Task data Start Marker

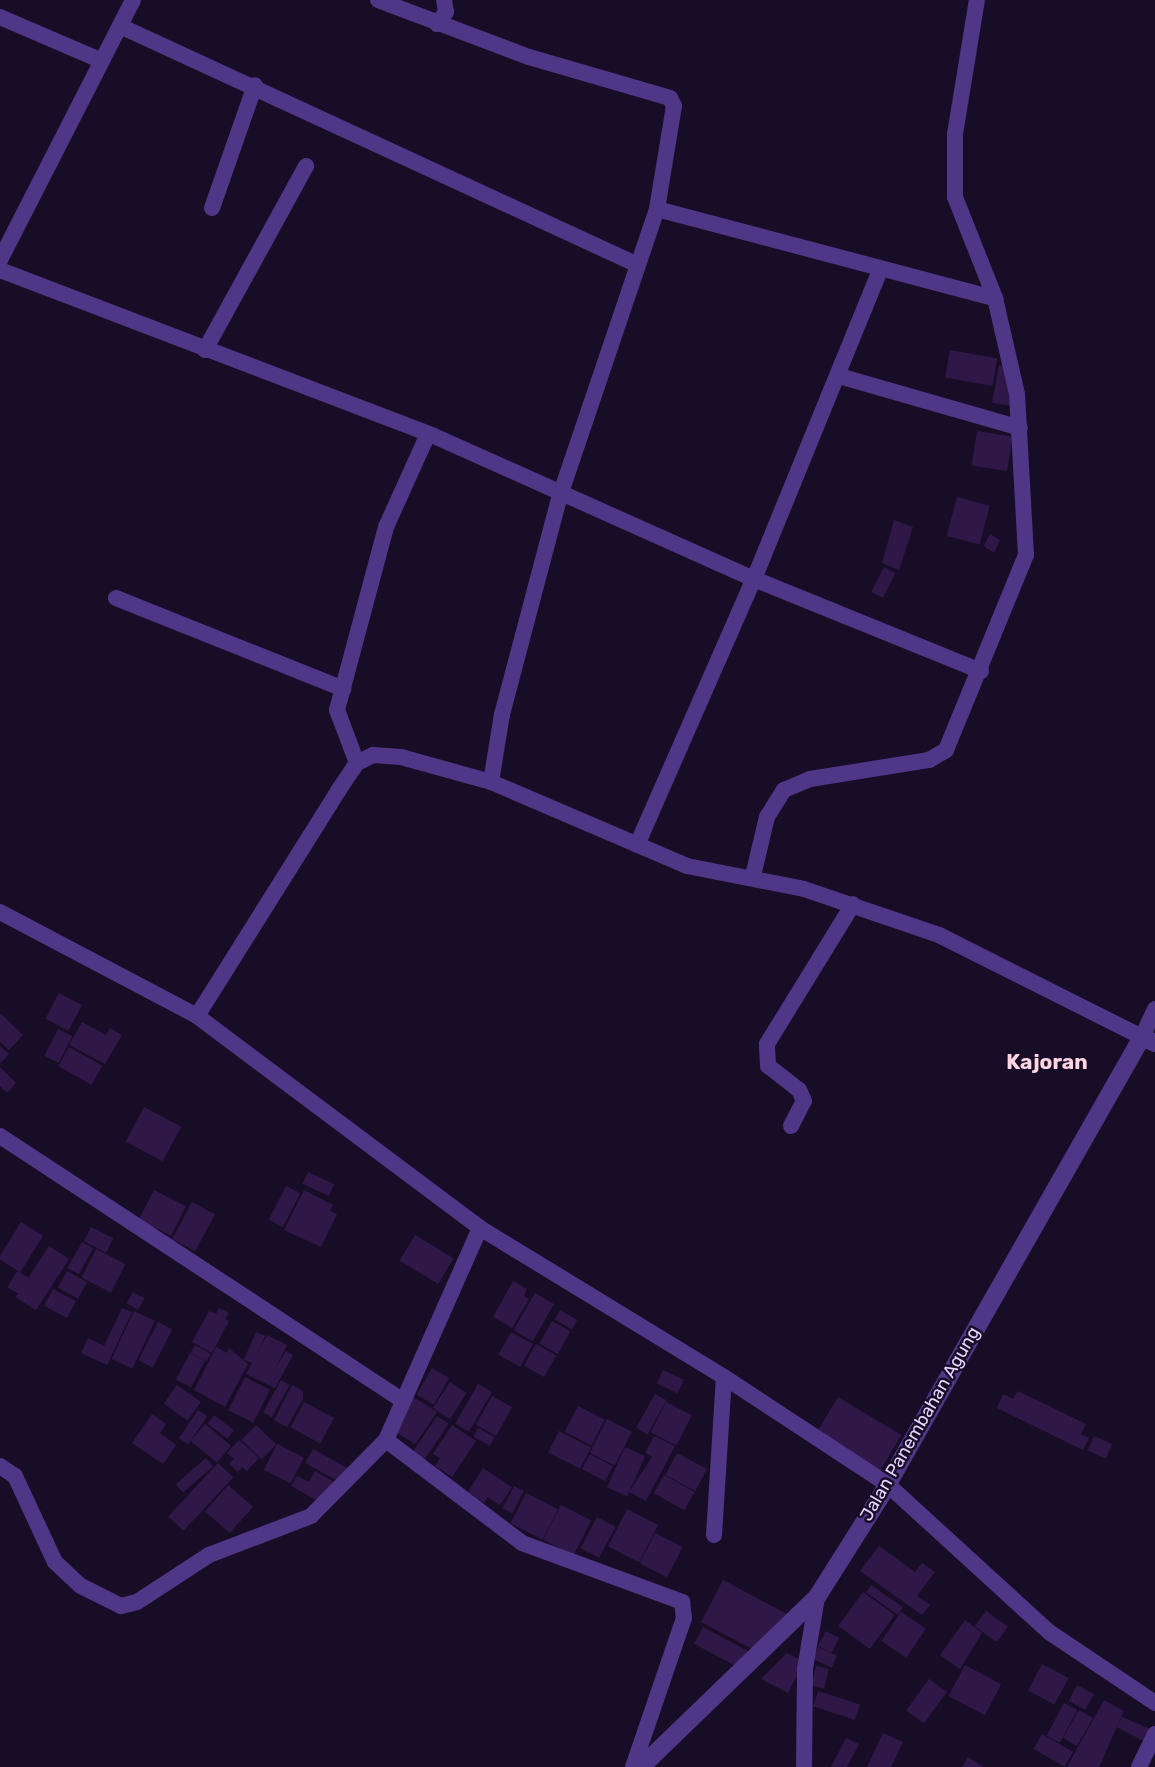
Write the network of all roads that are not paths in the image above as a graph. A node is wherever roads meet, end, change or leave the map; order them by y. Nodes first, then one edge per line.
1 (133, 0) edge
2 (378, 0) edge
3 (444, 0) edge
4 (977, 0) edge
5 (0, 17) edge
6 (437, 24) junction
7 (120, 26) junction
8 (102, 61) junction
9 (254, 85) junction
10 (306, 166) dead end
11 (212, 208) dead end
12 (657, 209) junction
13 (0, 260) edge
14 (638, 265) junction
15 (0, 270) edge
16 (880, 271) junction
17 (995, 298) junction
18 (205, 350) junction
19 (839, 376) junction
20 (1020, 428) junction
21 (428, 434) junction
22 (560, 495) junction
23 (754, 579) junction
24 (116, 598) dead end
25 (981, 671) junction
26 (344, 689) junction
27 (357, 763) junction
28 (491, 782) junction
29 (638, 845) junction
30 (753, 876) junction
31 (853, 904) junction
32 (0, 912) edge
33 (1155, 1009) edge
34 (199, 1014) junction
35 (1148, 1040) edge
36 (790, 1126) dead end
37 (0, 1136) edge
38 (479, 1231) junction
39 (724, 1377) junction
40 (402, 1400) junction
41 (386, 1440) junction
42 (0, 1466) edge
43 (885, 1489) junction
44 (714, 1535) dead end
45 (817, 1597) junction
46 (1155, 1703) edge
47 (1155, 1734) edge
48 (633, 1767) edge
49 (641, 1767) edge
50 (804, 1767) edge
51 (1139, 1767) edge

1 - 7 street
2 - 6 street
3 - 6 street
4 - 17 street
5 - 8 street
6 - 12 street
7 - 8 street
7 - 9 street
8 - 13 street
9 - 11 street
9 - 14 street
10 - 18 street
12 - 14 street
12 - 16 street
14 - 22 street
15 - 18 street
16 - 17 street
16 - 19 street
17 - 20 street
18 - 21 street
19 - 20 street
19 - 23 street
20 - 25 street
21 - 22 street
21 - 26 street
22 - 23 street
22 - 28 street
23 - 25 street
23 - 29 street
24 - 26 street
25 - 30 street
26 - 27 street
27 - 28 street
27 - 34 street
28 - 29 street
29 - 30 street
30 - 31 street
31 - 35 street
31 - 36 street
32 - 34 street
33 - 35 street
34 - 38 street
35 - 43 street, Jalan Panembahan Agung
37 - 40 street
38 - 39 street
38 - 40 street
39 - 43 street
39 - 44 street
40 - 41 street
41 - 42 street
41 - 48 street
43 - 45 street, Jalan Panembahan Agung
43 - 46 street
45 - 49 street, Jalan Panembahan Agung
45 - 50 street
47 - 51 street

Task data End Marker

(Problem details)
Go over the data and return every line that includes the word "Agung".

(Answer to the exercise)
35 - 43 street, Jalan Panembahan Agung
43 - 45 street, Jalan Panembahan Agung
45 - 49 street, Jalan Panembahan Agung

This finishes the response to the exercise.